Maintenant, est-ce à dire que l’université sera privatisée ? Vous savez que le modèle le plus achevé de l’Enseignement supérieur est le système anglo-saxon. Les étudiants payent ; aux Etats-Unis, les étudiants peuvent emprunter au niveau des banques pour payer et il est mis dans leur Constitution que l’accès à l’Enseignement supérieur est un droit. Au Sénégal, c’est aussi un droit et il doit être équitable. Toutefois, il est connu de tous que les droits d’inscription restent ce qu’ils sont depuis des décennies, alors que nous payons plus pour nos enfants dans le primaire et le secondaire. Pourtant, l’Enseignement supérieur coûte cher. Pour que le principe de l’accès équitable soit, il faut construire l’environnement adéquat. C’est la raison pour laquelle nous allons créer une Fondation et des crédits seront "priorisés" pour des étudiants qui les rembourseront après. L’Union économique et monétaire ouest-africaine (Uemoa) vient de prendre une directive importante indiquant que tous les étudiants ressortissants de l’Union auront les mêmes droits dans les universités de l’Union. Cela ne signifie point que ces universités ont des droits harmonisés ; cela veut dire tout simplement que l’étudiant malien, en 2007, paiera les mêmes droits que l’étudiant sénégalais à l’université de Dakar. Nous avons très rapidement fait les comptes. L’Ucad a 10 % d’étudiants étrangers dont la majorité vient des pays de l’Union, ce qui nous fait un manque à gagner de 150 millions de FCfa au minimum. Mais, si nous utilisons cette donne comme opportunité, c’est-à-dire que tous les étudiants de l’union participent pour une somme (à définir) pouvant aider les établissements à la base, avec les simulations faites à la base, la mesure peut être une opportunité. Nous nous réjouissons que l’Uemoa s’intéresse à l’Enseignement supérieur. En l’état des discussions et dans un processus qui sera amélioré, l’Ucad recevra 1 milliard 600 millions de francs Cfa pour financer sa réforme : les Master et la recherche.
D’où proviendra cet argent ?
C’est la Banque africaine de développement (Bad), qui pour l’instant, a mis 12 milliards de francs Cfa. L’Uemoa est en train de mobiliser les autres bailleurs.
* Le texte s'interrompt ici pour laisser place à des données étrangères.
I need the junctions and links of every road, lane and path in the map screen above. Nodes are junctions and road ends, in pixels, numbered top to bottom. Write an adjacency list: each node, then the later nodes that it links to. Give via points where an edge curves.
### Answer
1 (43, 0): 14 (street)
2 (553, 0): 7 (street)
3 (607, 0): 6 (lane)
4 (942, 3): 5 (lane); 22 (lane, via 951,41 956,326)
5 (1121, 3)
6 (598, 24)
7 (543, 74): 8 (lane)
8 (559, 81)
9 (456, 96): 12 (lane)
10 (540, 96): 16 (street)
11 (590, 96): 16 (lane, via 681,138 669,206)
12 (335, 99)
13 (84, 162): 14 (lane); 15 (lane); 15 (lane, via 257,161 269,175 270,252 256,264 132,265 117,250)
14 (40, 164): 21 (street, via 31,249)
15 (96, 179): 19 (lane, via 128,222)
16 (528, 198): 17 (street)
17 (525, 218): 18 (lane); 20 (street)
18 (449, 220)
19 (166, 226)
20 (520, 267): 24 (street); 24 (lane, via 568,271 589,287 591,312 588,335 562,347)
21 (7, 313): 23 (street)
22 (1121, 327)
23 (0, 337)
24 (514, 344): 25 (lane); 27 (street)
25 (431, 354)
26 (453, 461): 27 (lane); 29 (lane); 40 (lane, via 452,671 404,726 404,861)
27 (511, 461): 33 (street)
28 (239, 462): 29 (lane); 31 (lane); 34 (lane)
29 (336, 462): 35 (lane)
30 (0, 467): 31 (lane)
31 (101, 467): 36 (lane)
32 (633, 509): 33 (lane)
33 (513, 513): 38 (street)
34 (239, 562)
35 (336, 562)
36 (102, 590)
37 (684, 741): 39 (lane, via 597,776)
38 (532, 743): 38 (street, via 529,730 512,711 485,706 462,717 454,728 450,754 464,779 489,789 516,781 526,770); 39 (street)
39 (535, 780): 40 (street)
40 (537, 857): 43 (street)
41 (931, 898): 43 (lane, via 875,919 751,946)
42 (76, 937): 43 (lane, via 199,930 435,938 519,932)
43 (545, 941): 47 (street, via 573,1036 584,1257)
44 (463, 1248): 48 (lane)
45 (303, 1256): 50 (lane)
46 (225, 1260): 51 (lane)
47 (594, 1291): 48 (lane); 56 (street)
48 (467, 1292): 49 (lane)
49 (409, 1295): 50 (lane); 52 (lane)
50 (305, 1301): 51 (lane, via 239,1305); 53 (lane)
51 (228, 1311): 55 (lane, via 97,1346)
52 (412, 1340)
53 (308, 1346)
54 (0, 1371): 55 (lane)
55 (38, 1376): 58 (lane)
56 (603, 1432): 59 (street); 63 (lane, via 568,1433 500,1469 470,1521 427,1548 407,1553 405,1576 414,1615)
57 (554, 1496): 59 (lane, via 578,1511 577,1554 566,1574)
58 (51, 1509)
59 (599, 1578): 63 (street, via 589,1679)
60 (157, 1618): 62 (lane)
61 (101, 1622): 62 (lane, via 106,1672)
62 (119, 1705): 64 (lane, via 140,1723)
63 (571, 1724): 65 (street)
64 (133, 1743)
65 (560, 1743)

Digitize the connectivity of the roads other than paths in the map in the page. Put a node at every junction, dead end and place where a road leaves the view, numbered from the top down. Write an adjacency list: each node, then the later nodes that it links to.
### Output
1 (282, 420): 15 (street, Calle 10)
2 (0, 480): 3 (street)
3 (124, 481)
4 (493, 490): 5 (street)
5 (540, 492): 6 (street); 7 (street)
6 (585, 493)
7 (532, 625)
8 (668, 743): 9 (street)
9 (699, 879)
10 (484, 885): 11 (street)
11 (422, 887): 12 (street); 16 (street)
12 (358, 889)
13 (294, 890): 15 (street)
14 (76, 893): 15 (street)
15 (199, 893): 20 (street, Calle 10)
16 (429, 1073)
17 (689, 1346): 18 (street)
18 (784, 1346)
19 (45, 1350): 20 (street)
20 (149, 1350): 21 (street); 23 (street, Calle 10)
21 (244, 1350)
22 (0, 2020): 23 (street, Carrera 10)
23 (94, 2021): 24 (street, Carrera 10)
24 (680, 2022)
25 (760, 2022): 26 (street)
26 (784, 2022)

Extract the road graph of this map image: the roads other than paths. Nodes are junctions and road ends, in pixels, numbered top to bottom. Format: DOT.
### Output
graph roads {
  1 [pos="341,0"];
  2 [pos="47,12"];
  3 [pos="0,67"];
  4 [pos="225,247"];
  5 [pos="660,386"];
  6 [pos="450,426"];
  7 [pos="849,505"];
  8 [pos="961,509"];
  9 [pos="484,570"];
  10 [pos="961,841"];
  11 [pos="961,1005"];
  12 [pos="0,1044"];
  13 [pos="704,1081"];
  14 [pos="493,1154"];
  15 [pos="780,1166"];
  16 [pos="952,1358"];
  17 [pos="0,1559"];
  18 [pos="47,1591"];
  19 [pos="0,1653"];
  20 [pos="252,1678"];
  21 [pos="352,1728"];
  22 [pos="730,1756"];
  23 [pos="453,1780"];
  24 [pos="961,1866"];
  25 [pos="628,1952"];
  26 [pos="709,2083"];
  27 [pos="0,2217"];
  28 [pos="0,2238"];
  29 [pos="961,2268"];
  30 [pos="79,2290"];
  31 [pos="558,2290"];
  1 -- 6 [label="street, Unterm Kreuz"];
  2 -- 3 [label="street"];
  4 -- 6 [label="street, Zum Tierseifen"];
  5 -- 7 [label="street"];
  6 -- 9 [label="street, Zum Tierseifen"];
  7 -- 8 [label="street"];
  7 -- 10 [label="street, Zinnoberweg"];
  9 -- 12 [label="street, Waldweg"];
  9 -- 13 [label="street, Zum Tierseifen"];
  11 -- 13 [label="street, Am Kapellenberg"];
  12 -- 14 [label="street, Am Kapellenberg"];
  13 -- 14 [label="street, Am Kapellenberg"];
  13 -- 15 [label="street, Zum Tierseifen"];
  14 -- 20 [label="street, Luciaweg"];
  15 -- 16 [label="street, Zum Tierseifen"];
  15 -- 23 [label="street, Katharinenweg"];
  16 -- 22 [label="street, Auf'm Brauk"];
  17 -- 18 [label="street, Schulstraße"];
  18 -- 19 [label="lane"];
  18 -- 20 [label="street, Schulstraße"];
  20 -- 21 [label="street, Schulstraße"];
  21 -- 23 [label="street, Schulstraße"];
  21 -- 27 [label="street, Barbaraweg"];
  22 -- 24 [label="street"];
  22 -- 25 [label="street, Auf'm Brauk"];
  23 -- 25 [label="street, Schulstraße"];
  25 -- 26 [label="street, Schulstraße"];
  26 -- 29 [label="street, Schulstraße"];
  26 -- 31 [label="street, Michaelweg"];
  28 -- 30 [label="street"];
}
L’objectif est de mobiliser plus de 250 milliards pour l’Enseignement supérieur. Donc, il y a toute une stratégie développée pour faire participer tout le monde, y compris les étudiants et les anciens formés à l’université. Il ne s’agit pas uniquement de donner de l’argent, mais aussi de participer à la définition des curricula, au contrôle de la gestion de l’argent public et privé, parce que l’université ne nous appartient pas, mais à la société. Il est temps que la société soit présente, de façon structurelle, au niveau de l’université, via la Fondation.
En Afrique, l’enseignement universitaire est conçu de manière très nationaliste. Ne pensez-vous pas qu’il y a lieu de créer des pôles de compétences pour chaque université dans un domaine où elle est la plus performante ?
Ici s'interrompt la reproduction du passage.